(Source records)
---+---

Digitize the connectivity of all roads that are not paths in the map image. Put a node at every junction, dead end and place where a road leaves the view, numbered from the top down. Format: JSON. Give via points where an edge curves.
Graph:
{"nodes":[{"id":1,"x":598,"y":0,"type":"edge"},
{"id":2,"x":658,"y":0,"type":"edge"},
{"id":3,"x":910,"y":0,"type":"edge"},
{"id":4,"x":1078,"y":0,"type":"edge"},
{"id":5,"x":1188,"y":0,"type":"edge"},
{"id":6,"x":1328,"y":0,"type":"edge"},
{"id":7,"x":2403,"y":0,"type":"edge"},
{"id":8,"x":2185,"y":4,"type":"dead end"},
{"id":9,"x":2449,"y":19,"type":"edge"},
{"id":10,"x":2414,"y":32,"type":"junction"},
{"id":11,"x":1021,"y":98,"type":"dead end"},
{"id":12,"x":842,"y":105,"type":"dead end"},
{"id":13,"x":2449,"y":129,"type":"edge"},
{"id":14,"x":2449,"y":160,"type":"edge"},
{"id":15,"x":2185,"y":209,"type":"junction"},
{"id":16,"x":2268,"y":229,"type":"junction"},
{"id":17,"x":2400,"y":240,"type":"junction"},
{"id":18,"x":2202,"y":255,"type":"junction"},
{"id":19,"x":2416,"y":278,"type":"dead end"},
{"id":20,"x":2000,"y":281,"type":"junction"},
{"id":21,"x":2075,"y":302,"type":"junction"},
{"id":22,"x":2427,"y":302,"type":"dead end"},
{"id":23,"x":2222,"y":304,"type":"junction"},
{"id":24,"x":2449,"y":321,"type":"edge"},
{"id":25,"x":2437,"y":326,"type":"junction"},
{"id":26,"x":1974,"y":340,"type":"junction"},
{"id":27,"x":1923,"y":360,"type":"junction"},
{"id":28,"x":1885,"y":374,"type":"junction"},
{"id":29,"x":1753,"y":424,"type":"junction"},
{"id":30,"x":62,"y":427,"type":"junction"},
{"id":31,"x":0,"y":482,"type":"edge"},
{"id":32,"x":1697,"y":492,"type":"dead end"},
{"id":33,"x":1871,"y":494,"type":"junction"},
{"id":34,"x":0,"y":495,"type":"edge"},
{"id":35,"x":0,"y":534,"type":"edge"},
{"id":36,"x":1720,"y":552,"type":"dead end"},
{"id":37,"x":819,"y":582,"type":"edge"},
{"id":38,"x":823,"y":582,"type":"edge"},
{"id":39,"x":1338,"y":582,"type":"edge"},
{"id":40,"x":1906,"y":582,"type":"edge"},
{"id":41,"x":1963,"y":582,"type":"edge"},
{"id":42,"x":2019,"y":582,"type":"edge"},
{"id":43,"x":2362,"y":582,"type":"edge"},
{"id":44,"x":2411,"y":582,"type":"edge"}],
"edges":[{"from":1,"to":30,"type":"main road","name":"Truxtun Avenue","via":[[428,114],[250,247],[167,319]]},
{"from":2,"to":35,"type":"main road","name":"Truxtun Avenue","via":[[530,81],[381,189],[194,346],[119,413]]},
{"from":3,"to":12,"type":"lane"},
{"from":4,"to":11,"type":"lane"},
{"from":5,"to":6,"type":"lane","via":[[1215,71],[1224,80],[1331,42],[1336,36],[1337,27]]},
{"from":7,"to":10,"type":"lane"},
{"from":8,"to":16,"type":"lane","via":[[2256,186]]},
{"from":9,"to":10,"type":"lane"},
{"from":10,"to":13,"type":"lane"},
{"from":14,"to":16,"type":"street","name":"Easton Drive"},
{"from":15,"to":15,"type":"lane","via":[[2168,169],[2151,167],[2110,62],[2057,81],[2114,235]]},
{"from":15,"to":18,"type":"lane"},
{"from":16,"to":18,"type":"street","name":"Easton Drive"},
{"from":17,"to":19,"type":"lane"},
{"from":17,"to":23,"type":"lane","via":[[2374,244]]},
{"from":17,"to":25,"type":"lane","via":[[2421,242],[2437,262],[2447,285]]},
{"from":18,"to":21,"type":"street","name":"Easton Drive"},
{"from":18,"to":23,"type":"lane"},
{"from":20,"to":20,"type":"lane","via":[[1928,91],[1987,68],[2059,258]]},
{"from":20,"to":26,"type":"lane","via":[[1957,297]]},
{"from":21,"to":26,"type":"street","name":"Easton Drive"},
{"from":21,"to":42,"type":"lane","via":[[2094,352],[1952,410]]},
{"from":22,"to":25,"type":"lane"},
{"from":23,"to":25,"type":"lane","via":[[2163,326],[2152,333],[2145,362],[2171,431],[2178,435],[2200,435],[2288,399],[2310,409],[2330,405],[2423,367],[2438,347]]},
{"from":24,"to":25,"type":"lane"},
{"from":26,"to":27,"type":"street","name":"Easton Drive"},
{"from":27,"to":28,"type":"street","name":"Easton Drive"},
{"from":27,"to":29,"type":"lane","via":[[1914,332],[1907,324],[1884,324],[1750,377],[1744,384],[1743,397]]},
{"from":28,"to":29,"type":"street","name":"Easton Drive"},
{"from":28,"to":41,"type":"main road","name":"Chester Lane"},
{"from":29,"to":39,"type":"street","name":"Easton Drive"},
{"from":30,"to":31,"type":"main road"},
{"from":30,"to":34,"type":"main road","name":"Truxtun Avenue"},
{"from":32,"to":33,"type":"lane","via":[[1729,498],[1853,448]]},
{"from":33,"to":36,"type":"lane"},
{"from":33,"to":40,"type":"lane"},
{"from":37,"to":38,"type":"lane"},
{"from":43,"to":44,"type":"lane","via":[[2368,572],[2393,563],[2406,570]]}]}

---+---

(What is required)
All of the records above are to be printed again exactly as they appear.

(Task response)
Digitize the connectivity of all roads that are not paths in the map image. Put a node at every junction, dead end and place where a road leaves the view, numbered from the top down. Format: JSON. Give via points where an edge curves.
Graph:
{"nodes":[{"id":1,"x":598,"y":0,"type":"edge"},
{"id":2,"x":658,"y":0,"type":"edge"},
{"id":3,"x":910,"y":0,"type":"edge"},
{"id":4,"x":1078,"y":0,"type":"edge"},
{"id":5,"x":1188,"y":0,"type":"edge"},
{"id":6,"x":1328,"y":0,"type":"edge"},
{"id":7,"x":2403,"y":0,"type":"edge"},
{"id":8,"x":2185,"y":4,"type":"dead end"},
{"id":9,"x":2449,"y":19,"type":"edge"},
{"id":10,"x":2414,"y":32,"type":"junction"},
{"id":11,"x":1021,"y":98,"type":"dead end"},
{"id":12,"x":842,"y":105,"type":"dead end"},
{"id":13,"x":2449,"y":129,"type":"edge"},
{"id":14,"x":2449,"y":160,"type":"edge"},
{"id":15,"x":2185,"y":209,"type":"junction"},
{"id":16,"x":2268,"y":229,"type":"junction"},
{"id":17,"x":2400,"y":240,"type":"junction"},
{"id":18,"x":2202,"y":255,"type":"junction"},
{"id":19,"x":2416,"y":278,"type":"dead end"},
{"id":20,"x":2000,"y":281,"type":"junction"},
{"id":21,"x":2075,"y":302,"type":"junction"},
{"id":22,"x":2427,"y":302,"type":"dead end"},
{"id":23,"x":2222,"y":304,"type":"junction"},
{"id":24,"x":2449,"y":321,"type":"edge"},
{"id":25,"x":2437,"y":326,"type":"junction"},
{"id":26,"x":1974,"y":340,"type":"junction"},
{"id":27,"x":1923,"y":360,"type":"junction"},
{"id":28,"x":1885,"y":374,"type":"junction"},
{"id":29,"x":1753,"y":424,"type":"junction"},
{"id":30,"x":62,"y":427,"type":"junction"},
{"id":31,"x":0,"y":482,"type":"edge"},
{"id":32,"x":1697,"y":492,"type":"dead end"},
{"id":33,"x":1871,"y":494,"type":"junction"},
{"id":34,"x":0,"y":495,"type":"edge"},
{"id":35,"x":0,"y":534,"type":"edge"},
{"id":36,"x":1720,"y":552,"type":"dead end"},
{"id":37,"x":819,"y":582,"type":"edge"},
{"id":38,"x":823,"y":582,"type":"edge"},
{"id":39,"x":1338,"y":582,"type":"edge"},
{"id":40,"x":1906,"y":582,"type":"edge"},
{"id":41,"x":1963,"y":582,"type":"edge"},
{"id":42,"x":2019,"y":582,"type":"edge"},
{"id":43,"x":2362,"y":582,"type":"edge"},
{"id":44,"x":2411,"y":582,"type":"edge"}],
"edges":[{"from":1,"to":30,"type":"main road","name":"Truxtun Avenue","via":[[428,114],[250,247],[167,319]]},
{"from":2,"to":35,"type":"main road","name":"Truxtun Avenue","via":[[530,81],[381,189],[194,346],[119,413]]},
{"from":3,"to":12,"type":"lane"},
{"from":4,"to":11,"type":"lane"},
{"from":5,"to":6,"type":"lane","via":[[1215,71],[1224,80],[1331,42],[1336,36],[1337,27]]},
{"from":7,"to":10,"type":"lane"},
{"from":8,"to":16,"type":"lane","via":[[2256,186]]},
{"from":9,"to":10,"type":"lane"},
{"from":10,"to":13,"type":"lane"},
{"from":14,"to":16,"type":"street","name":"Easton Drive"},
{"from":15,"to":15,"type":"lane","via":[[2168,169],[2151,167],[2110,62],[2057,81],[2114,235]]},
{"from":15,"to":18,"type":"lane"},
{"from":16,"to":18,"type":"street","name":"Easton Drive"},
{"from":17,"to":19,"type":"lane"},
{"from":17,"to":23,"type":"lane","via":[[2374,244]]},
{"from":17,"to":25,"type":"lane","via":[[2421,242],[2437,262],[2447,285]]},
{"from":18,"to":21,"type":"street","name":"Easton Drive"},
{"from":18,"to":23,"type":"lane"},
{"from":20,"to":20,"type":"lane","via":[[1928,91],[1987,68],[2059,258]]},
{"from":20,"to":26,"type":"lane","via":[[1957,297]]},
{"from":21,"to":26,"type":"street","name":"Easton Drive"},
{"from":21,"to":42,"type":"lane","via":[[2094,352],[1952,410]]},
{"from":22,"to":25,"type":"lane"},
{"from":23,"to":25,"type":"lane","via":[[2163,326],[2152,333],[2145,362],[2171,431],[2178,435],[2200,435],[2288,399],[2310,409],[2330,405],[2423,367],[2438,347]]},
{"from":24,"to":25,"type":"lane"},
{"from":26,"to":27,"type":"street","name":"Easton Drive"},
{"from":27,"to":28,"type":"street","name":"Easton Drive"},
{"from":27,"to":29,"type":"lane","via":[[1914,332],[1907,324],[1884,324],[1750,377],[1744,384],[1743,397]]},
{"from":28,"to":29,"type":"street","name":"Easton Drive"},
{"from":28,"to":41,"type":"main road","name":"Chester Lane"},
{"from":29,"to":39,"type":"street","name":"Easton Drive"},
{"from":30,"to":31,"type":"main road"},
{"from":30,"to":34,"type":"main road","name":"Truxtun Avenue"},
{"from":32,"to":33,"type":"lane","via":[[1729,498],[1853,448]]},
{"from":33,"to":36,"type":"lane"},
{"from":33,"to":40,"type":"lane"},
{"from":37,"to":38,"type":"lane"},
{"from":43,"to":44,"type":"lane","via":[[2368,572],[2393,563],[2406,570]]}]}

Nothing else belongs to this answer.